§ YOUR GOAL: Go through the data and copy every line in which "Torino" appears.

§ EXTRACTED INFORMATION:

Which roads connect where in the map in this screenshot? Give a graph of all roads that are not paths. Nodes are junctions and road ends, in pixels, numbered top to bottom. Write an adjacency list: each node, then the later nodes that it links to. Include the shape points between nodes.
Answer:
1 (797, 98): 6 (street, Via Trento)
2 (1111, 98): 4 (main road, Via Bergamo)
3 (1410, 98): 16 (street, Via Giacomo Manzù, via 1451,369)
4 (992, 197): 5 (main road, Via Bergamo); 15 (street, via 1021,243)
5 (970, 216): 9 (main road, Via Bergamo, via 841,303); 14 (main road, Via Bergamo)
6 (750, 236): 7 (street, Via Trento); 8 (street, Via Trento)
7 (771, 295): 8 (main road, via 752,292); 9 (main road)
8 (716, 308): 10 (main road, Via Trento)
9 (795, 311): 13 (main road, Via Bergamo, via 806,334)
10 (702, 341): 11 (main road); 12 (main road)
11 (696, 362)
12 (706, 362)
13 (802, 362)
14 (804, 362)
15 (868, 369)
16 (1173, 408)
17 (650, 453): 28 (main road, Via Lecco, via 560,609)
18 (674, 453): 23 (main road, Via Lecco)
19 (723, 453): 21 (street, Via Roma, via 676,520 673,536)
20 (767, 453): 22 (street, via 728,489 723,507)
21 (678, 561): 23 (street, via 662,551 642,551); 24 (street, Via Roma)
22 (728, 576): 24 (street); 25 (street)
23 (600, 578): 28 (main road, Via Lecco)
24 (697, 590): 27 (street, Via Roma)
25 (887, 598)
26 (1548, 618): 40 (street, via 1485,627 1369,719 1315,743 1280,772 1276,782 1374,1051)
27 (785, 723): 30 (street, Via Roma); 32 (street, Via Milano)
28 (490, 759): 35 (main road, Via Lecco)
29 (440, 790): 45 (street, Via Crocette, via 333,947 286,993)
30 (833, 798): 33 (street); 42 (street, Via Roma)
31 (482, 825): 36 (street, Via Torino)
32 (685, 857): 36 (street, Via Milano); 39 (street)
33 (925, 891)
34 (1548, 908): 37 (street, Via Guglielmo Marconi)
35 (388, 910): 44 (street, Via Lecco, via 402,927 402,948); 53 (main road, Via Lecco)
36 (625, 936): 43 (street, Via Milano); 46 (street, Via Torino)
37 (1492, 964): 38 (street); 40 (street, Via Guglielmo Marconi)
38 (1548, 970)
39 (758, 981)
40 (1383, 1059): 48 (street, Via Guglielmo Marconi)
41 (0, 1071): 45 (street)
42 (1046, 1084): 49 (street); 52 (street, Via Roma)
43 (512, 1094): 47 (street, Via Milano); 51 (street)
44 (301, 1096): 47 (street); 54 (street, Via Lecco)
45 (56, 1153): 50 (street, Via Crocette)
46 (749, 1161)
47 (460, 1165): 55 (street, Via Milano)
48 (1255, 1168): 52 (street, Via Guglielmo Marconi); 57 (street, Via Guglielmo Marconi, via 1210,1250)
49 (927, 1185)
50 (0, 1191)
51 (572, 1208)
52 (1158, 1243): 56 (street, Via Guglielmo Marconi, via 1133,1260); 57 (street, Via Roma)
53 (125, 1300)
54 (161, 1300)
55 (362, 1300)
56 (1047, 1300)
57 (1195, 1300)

§ RESULT OF THIS EXERCISE:
31 (482, 825): 36 (street, Via Torino)
36 (625, 936): 43 (street, Via Milano); 46 (street, Via Torino)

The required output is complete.